Matthew Humphreys

Personal information
- Full name: Matthew James Humphreys
- Born: 28 September 2002 (age 23) Belfast, Northern Ireland
- Batting: Right-handed
- Bowling: Slow left-arm orthodox
- Role: Bowler

International information
- National side: Ireland;
- Test debut (cap 25): 24 April 2023 v Sri Lanka
- Last Test: 19 November 2025 v Bangladesh
- ODI debut (cap 66): 20 March 2023 v Bangladesh
- Last ODI: 18 February 2025 v Zimbabwe
- T20I debut (cap 58): 31 March 2023 v Bangladesh
- Last T20I: 28 June 2026 v India

Domestic team information
- 2022–present: Northern Knights
- 2026: Belfast Wolves

Career statistics
| Competition | Test | ODI | T20I | FC |
| Matches | 5 | 6 | 20 | 10 |
| Runs scored | 67 | 6 | 14 | 112 |
| Batting average | 11.16 | 6.00 | 2.80 | 10.18 |
| 100s/50s | 0/0 | 0/0 | 0/0 | 0/0 |
| Top score | 27* | 4* | 7 | 27* |
| Balls bowled | 997 | 246 | 449 | 1,710 |
| Wickets | 15 | 1 | 29 | 32 |
| Bowling average | 37.13 | 211.00 | 18.27 | 30.84 |
| 5 wickets in innings | 2 | 0 | 0 | 4 |
| 10 wickets in match | 0 | 0 | 0 | 1 |
| Best bowling | 6/57 | 1/16 | 4/13 | 6/57 |
| Catches/stumpings | 5/– | 1/– | 5/– | 6/– |
- Source: Cricinfo, 28 June 2026

= Matthew Humphreys (cricketer) =

Irish cricketer

Matthew James Humphreys (born 28 September 2002) is a Northern Irish cricketer who represents the Ireland cricket team. He plays for the Northern Knights in Irish domestic cricket.

== Domestic career ==
A product of Lisburn Cricket Club, Humphreys played age-level cricket in Northern Ireland, captaining a Belfast under-14 side in 2017.

Having played a pivotal part in helping the Ireland Under-19 team to qualify for the 2022 ICC Under-19 Cricket World Cup in the West Indies, he was subsequently named in the Ireland under-19 squad for the World Cup, where he played in six matches during the tournament and took 11 wickets.

He was named by Cricket Ireland in the core Northern Knights squad for the 2022 season. He made his debut in a List A match against the Munster Reds at Stormont in the 2022 Inter-Provincial Cup, where he took the wickets of Ireland internationals Kevin O'Brien and David Delany.

Later in the season he made his Twenty20 debut against the North West Warriors in the 2022 Inter-Provincial Trophy festival at Comber.

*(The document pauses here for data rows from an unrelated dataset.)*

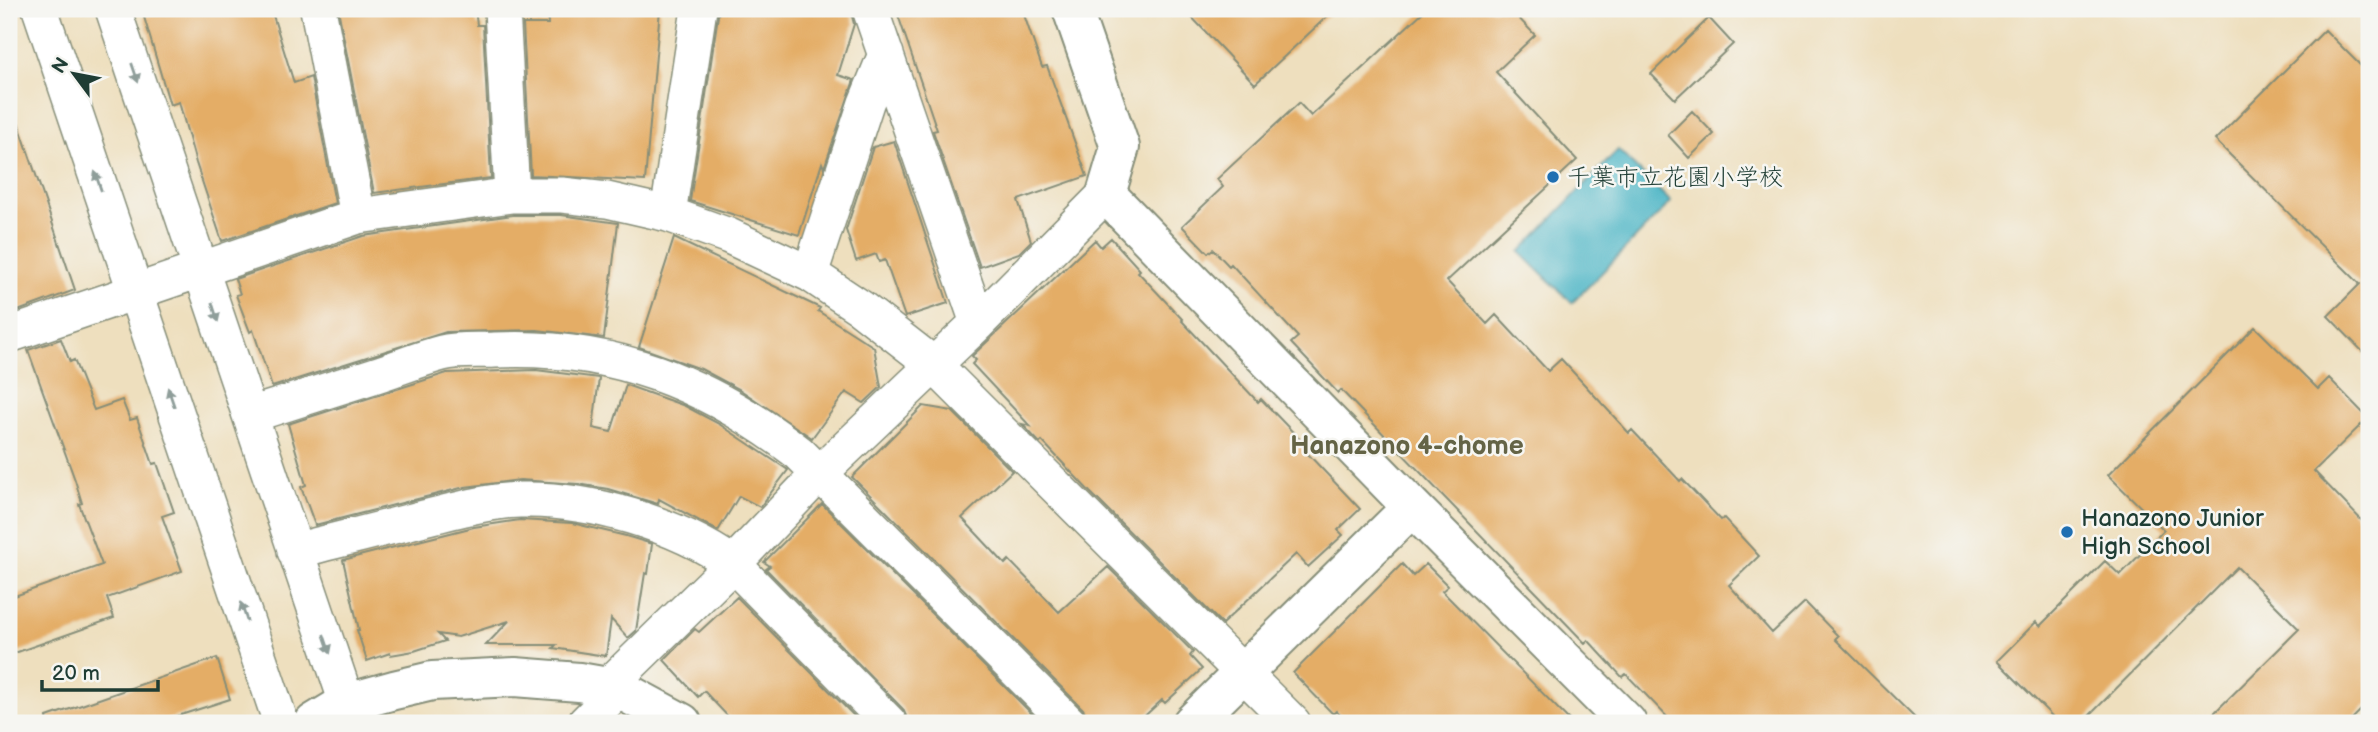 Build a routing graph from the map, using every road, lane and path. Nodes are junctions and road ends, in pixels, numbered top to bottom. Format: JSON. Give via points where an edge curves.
{"nodes":[{"id":1,"x":40,"y":9,"type":"edge"},
{"id":2,"x":113,"y":9,"type":"edge"},
{"id":3,"x":318,"y":9,"type":"edge"},
{"id":4,"x":502,"y":9,"type":"edge"},
{"id":5,"x":699,"y":9,"type":"edge"},
{"id":6,"x":870,"y":9,"type":"edge"},
{"id":7,"x":1072,"y":9,"type":"edge"},
{"id":8,"x":886,"y":54,"type":"junction"},
{"id":9,"x":1107,"y":194,"type":"junction"},
{"id":10,"x":512,"y":195,"type":"junction"},
{"id":11,"x":667,"y":214,"type":"junction"},
{"id":12,"x":358,"y":216,"type":"junction"},
{"id":13,"x":201,"y":270,"type":"junction"},
{"id":14,"x":810,"y":274,"type":"junction"},
{"id":15,"x":136,"y":292,"type":"junction"},
{"id":16,"x":978,"y":323,"type":"junction"},
{"id":17,"x":9,"y":335,"type":"edge"},
{"id":18,"x":933,"y":364,"type":"junction"},
{"id":19,"x":250,"y":415,"type":"junction"},
{"id":20,"x":819,"y":474,"type":"junction"},
{"id":21,"x":1412,"y":507,"type":"junction"},
{"id":22,"x":295,"y":551,"type":"junction"},
{"id":23,"x":733,"y":564,"type":"junction"},
{"id":24,"x":1243,"y":672,"type":"junction"},
{"id":25,"x":613,"y":688,"type":"junction"},
{"id":26,"x":347,"y":703,"type":"junction"},
{"id":27,"x":281,"y":723,"type":"edge"},
{"id":28,"x":314,"y":723,"type":"edge"},
{"id":29,"x":585,"y":723,"type":"edge"},
{"id":30,"x":682,"y":723,"type":"edge"},
{"id":31,"x":889,"y":723,"type":"edge"},
{"id":32,"x":1069,"y":723,"type":"edge"},
{"id":33,"x":1192,"y":723,"type":"edge"},
{"id":34,"x":1293,"y":723,"type":"edge"},
{"id":35,"x":1627,"y":723,"type":"edge"}],
"edges":[{"from":15,"to":1,"type":"street","one_way":true},
{"from":2,"to":13,"type":"street","one_way":true},
{"from":3,"to":12,"type":"street"},
{"from":4,"to":10,"type":"street"},
{"from":5,"to":11,"type":"street"},
{"from":6,"to":8,"type":"street"},
{"from":7,"to":9,"type":"street","via":[[1120,147]]},
{"from":8,"to":14,"type":"street"},
{"from":8,"to":16,"type":"street"},
{"from":9,"to":16,"type":"street"},
{"from":9,"to":21,"type":"street"},
{"from":10,"to":11,"type":"street","via":[[607,200]]},
{"from":10,"to":12,"type":"street"},
{"from":11,"to":14,"type":"street","via":[[729,236]]},
{"from":12,"to":13,"type":"street"},
{"from":13,"to":15,"type":"street"},
{"from":13,"to":19,"type":"street","one_way":true},
{"from":14,"to":18,"type":"street"},
{"from":15,"to":17,"type":"street"},
{"from":27,"to":15,"type":"street","one_way":true},
{"from":16,"to":18,"type":"street"},
{"from":18,"to":20,"type":"street"},
{"from":18,"to":24,"type":"street"},
{"from":19,"to":20,"type":"street","via":[[443,353],[534,348],[630,363],[699,389],[766,428]]},
{"from":19,"to":22,"type":"street"},
{"from":20,"to":23,"type":"street"},
{"from":20,"to":32,"type":"street"},
{"from":21,"to":24,"type":"street"},
{"from":21,"to":35,"type":"street"},
{"from":22,"to":23,"type":"street","via":[[448,512],[519,500],[596,508],[636,519],[686,536]]},
{"from":22,"to":26,"type":"street","one_way":true},
{"from":23,"to":25,"type":"street"},
{"from":23,"to":31,"type":"street"},
{"from":24,"to":33,"type":"street"},
{"from":24,"to":34,"type":"street"},
{"from":25,"to":26,"type":"street","via":[[515,677],[432,681]]},
{"from":25,"to":29,"type":"street"},
{"from":25,"to":30,"type":"street"},
{"from":26,"to":28,"type":"street"}]}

He was retained by the Knights for the 2023 season. During a T20 match against North West Warriors on 1 August he took career best figures of 5/13. The Knights side would go on to complete an Irish domestic double with Humphreys taking 15 wickets.

== International career ==
Despite having not played first-class cricket, Humphreys was named in Ireland's Test squad for their tours of Bangladesh in March 2023 and Sri Lanka in April 2023. He was also named in the T20I and ODI squads for the tours.

He was awarded a casual contract by Cricket Ireland in March 2023 and would go on to make his ODI debut for Ireland against Bangladesh, on 20 March 2023.

Later on the Bangladesh tour he made his T20I debut on 31 March 2023 where he became the first bowler for Ireland to take a wicket with his first delivery in T20I career.

He made his Test debut for Ireland, against Sri Lanka, on 24 April 2023, going wicketless in ten overs.

Humphreys was included in the 2023 Emerging Ireland tour of the West Indies where he struggled, taking 3 wickets across four innings.